Please copy out every line of the listing below in which the word "type" appears.

----------

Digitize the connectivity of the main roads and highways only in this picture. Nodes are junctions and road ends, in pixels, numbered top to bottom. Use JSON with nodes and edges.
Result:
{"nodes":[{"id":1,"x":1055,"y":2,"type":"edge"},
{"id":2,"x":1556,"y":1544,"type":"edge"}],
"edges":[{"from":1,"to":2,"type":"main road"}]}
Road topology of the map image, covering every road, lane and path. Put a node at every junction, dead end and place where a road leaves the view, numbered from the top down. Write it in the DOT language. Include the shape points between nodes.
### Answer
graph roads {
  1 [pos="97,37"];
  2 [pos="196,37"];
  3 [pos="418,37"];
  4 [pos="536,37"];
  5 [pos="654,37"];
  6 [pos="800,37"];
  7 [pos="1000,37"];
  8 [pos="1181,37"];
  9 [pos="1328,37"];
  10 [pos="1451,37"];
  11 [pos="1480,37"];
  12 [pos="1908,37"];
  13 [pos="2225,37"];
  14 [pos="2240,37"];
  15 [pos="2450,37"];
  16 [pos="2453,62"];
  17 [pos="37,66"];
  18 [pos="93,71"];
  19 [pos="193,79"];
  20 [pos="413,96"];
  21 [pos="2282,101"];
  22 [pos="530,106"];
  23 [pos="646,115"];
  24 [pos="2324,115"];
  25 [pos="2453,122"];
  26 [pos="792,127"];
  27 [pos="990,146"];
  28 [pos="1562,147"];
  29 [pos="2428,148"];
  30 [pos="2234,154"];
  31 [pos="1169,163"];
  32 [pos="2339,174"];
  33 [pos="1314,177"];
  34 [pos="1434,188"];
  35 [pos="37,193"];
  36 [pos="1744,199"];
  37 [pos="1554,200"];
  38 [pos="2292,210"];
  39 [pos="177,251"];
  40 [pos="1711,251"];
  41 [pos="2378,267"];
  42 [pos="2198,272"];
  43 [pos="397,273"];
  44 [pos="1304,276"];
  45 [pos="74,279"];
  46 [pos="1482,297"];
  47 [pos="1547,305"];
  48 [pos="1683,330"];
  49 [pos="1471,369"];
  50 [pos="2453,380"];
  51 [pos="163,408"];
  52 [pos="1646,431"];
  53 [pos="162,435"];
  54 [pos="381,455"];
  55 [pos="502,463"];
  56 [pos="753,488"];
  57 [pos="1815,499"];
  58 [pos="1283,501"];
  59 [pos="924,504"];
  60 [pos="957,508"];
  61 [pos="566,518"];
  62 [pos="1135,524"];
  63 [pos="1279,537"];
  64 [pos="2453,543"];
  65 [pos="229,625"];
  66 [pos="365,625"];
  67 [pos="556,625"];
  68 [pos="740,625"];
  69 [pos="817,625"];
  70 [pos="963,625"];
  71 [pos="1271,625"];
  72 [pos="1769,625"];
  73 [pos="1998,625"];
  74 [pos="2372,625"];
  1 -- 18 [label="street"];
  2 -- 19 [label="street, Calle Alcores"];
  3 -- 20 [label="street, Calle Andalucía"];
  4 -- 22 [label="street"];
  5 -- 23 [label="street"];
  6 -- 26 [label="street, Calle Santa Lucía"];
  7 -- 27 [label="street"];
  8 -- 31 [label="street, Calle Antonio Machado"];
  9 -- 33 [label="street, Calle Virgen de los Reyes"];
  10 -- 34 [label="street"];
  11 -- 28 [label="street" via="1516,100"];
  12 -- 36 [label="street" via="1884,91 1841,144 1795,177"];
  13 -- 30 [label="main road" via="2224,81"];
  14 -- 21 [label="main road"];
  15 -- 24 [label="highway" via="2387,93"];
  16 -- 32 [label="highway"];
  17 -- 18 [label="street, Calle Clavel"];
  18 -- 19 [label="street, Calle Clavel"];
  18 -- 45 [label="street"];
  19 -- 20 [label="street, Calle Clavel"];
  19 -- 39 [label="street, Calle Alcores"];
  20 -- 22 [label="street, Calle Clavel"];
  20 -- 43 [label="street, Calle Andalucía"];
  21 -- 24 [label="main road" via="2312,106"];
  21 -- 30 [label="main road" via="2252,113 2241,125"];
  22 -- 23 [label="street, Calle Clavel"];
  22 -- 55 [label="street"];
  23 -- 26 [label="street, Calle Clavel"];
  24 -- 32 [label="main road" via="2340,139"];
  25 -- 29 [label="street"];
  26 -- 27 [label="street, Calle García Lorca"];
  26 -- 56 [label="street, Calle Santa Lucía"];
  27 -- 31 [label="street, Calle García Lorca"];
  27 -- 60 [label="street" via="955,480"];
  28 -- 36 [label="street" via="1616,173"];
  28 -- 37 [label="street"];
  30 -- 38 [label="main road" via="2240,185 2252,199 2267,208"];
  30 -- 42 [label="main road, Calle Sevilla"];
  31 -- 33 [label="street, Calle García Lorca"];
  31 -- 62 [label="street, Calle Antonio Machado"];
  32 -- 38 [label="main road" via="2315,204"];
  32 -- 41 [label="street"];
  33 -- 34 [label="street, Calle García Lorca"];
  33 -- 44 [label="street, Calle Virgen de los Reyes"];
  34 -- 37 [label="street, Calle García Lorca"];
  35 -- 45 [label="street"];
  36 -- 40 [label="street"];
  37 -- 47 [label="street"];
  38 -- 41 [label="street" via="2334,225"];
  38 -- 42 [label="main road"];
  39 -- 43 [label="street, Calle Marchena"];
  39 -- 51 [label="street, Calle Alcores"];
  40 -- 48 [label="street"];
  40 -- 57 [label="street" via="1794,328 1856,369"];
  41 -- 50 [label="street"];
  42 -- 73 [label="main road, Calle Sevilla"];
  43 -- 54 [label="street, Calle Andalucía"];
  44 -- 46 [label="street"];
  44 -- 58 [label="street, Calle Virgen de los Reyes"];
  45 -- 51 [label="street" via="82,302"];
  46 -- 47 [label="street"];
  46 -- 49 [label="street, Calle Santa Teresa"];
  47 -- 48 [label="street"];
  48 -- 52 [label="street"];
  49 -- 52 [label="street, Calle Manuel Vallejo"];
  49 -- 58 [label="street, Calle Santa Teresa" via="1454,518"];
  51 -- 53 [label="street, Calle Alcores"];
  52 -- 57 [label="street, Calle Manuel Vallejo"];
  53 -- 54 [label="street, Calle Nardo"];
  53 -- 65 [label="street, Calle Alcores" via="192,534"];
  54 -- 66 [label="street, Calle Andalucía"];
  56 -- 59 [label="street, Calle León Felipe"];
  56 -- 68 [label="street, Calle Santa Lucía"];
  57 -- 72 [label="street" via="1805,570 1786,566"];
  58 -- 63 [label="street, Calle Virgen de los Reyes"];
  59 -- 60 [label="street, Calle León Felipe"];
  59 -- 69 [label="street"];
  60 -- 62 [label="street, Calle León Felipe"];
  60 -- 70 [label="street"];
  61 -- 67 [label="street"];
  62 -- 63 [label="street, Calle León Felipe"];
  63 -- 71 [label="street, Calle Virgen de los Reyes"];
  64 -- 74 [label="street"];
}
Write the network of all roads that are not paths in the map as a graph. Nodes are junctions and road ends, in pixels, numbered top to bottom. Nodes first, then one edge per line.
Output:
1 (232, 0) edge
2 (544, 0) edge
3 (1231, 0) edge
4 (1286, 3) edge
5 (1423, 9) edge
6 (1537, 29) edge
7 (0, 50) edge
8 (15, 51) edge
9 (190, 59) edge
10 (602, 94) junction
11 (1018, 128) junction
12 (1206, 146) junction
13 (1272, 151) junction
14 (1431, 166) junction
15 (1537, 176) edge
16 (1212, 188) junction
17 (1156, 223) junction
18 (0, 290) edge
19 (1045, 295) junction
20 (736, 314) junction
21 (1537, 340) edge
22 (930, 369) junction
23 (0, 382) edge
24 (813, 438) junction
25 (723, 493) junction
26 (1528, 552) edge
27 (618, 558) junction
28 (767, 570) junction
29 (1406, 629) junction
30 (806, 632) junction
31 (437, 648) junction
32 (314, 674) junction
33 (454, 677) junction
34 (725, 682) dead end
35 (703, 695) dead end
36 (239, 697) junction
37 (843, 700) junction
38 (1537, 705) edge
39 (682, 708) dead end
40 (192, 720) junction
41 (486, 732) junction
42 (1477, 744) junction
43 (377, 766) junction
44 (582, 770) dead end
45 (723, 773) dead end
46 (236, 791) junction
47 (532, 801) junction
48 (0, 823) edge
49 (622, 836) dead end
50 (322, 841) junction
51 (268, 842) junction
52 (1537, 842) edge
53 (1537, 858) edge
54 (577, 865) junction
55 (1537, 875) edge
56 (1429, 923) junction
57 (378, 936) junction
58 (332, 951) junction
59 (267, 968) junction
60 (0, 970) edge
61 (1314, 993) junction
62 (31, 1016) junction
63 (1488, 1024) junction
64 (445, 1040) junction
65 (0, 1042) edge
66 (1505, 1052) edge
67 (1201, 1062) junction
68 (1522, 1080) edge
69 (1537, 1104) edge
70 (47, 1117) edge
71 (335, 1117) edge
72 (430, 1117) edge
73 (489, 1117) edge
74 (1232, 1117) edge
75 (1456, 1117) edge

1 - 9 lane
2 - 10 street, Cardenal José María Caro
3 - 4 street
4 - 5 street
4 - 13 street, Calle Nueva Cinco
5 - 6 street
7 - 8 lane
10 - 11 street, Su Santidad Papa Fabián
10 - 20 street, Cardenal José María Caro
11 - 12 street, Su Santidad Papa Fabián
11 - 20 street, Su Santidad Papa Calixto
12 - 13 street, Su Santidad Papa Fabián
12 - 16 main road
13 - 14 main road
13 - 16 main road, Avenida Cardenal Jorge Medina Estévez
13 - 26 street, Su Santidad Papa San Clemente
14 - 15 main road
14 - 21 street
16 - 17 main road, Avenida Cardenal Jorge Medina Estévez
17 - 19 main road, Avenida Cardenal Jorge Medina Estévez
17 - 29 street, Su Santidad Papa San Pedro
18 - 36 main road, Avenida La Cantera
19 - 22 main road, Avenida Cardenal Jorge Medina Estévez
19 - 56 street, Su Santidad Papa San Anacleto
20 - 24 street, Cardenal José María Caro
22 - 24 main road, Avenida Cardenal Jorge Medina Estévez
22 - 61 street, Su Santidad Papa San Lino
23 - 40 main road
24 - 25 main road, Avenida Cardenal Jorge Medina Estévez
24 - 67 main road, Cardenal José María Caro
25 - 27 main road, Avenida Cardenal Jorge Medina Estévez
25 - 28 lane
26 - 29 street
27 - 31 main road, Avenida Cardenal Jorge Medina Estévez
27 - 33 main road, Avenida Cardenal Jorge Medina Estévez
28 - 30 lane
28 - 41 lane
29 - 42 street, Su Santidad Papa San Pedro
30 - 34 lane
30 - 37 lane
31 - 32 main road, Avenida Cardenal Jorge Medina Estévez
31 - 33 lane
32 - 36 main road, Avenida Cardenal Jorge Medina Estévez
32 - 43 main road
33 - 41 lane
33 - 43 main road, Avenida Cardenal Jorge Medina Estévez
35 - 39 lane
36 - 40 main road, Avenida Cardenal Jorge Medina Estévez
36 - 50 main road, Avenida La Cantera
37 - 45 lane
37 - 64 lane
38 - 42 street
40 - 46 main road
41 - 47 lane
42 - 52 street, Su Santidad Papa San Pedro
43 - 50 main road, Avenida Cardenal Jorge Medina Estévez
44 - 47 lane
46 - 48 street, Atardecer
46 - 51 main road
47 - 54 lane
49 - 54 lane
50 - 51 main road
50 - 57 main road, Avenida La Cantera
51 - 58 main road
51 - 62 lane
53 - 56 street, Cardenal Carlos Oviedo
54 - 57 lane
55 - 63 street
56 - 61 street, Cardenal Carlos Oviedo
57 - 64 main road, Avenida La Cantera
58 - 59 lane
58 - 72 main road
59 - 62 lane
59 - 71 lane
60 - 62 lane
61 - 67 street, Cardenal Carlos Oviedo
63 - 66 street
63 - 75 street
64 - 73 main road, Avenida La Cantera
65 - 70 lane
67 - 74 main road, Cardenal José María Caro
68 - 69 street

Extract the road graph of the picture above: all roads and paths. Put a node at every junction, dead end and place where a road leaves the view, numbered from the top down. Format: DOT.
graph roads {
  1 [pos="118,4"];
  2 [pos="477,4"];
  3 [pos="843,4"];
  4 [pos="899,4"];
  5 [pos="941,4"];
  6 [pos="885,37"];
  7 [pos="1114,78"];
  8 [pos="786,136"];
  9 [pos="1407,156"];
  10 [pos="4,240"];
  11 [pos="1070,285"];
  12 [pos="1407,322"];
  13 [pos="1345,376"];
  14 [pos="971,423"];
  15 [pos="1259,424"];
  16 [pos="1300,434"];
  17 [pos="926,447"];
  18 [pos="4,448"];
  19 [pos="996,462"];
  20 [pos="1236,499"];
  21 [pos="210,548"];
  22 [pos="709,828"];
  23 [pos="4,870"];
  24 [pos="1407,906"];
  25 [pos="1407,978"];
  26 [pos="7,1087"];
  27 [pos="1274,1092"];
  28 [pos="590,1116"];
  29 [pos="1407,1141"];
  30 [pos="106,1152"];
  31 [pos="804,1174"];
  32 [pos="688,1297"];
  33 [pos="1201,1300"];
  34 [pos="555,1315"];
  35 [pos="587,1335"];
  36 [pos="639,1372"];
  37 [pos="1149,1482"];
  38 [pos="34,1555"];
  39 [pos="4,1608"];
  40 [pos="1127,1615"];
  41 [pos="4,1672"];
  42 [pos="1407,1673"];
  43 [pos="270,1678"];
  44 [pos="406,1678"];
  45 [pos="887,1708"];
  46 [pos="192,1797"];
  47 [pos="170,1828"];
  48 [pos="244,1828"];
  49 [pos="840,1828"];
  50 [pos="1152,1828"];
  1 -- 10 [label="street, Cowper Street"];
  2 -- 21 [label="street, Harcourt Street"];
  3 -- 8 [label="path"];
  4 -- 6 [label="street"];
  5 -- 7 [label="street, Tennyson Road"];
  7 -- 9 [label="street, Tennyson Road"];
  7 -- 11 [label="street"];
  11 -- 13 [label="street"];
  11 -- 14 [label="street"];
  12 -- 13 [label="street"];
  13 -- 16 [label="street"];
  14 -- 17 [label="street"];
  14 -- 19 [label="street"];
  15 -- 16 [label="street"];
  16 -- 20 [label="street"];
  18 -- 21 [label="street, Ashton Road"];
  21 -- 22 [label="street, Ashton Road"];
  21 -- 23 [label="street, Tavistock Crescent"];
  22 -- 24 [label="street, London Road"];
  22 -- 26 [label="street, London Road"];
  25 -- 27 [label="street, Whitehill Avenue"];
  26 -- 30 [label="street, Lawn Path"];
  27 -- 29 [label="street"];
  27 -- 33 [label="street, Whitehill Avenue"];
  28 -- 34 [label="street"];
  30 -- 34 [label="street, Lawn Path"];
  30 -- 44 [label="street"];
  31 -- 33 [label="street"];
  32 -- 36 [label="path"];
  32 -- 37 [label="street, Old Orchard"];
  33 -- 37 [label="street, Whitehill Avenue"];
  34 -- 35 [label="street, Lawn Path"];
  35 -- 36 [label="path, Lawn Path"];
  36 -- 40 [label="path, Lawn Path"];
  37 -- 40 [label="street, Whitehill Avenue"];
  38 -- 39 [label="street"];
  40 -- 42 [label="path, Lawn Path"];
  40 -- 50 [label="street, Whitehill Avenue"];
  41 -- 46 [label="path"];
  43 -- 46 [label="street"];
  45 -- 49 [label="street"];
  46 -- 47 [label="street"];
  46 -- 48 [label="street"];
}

----------

### Task result
{"nodes":[{"id":1,"x":1055,"y":2,"type":"edge"},
{"id":2,"x":1556,"y":1544,"type":"edge"}],
"edges":[{"from":1,"to":2,"type":"main road"}]}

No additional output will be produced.